[Data items]
######

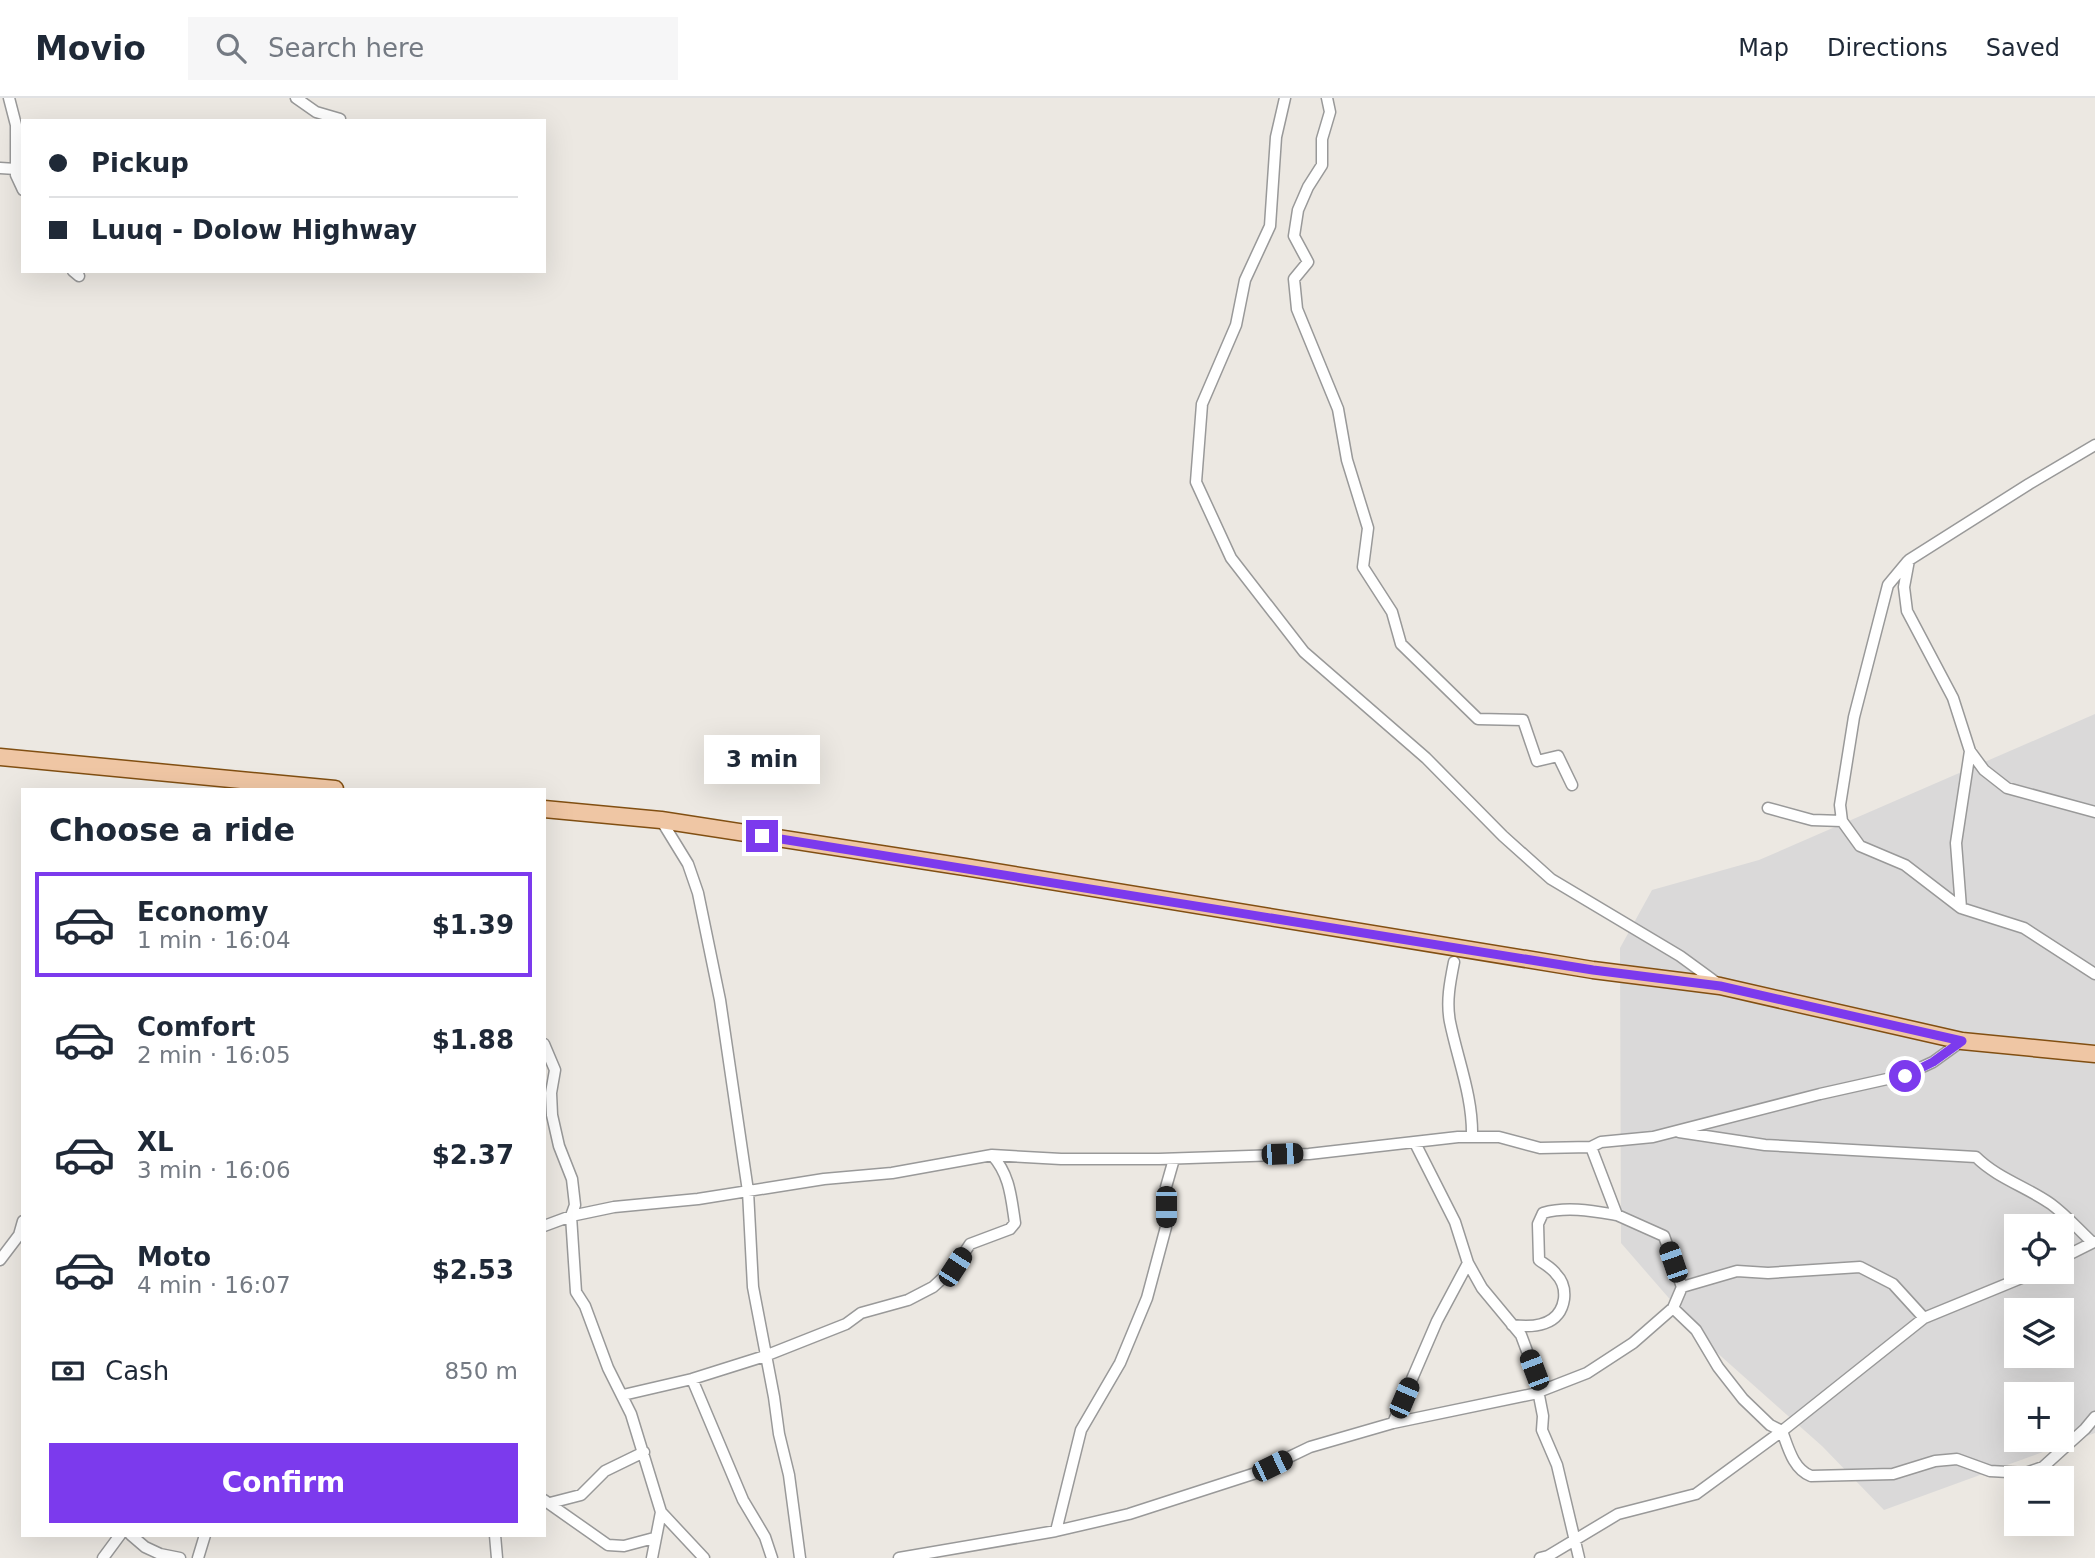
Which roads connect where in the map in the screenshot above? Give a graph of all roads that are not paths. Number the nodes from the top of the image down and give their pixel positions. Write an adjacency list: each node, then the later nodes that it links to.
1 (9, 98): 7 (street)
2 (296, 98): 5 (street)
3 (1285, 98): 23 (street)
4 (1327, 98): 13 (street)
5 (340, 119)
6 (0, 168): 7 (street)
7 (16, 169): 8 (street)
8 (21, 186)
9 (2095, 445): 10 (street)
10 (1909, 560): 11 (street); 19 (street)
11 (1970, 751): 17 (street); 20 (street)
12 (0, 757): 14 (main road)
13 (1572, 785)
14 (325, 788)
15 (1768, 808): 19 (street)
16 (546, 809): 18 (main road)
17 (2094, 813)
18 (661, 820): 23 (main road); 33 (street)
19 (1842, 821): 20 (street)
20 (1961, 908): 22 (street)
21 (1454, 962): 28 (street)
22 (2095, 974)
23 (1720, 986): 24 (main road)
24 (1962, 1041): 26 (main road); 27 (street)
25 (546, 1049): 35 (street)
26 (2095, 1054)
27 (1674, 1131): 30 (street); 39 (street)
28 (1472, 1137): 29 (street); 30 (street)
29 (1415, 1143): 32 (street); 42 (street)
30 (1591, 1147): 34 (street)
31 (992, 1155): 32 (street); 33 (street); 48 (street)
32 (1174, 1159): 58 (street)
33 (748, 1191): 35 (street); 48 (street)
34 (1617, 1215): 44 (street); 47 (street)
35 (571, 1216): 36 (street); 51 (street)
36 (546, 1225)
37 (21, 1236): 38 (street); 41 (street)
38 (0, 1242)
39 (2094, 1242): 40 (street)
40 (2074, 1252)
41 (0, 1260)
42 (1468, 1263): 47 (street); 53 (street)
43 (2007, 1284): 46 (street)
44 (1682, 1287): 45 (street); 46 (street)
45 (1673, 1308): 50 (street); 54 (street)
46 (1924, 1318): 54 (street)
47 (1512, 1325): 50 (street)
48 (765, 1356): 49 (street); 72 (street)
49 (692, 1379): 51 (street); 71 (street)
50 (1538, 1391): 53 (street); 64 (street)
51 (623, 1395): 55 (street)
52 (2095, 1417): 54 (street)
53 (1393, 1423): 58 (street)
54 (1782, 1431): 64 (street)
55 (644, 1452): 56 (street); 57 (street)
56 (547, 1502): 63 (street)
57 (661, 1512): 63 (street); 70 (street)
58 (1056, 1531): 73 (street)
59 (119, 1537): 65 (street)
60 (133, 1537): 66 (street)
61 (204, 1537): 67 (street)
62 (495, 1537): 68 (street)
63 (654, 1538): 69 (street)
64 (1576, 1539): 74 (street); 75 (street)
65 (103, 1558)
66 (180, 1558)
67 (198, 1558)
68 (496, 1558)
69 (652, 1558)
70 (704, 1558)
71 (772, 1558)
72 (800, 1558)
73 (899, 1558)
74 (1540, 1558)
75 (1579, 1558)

######

**Aim of the task**
Using the entries above, work out how many lines include the word "main", and give only that count.

**Response to this task**
5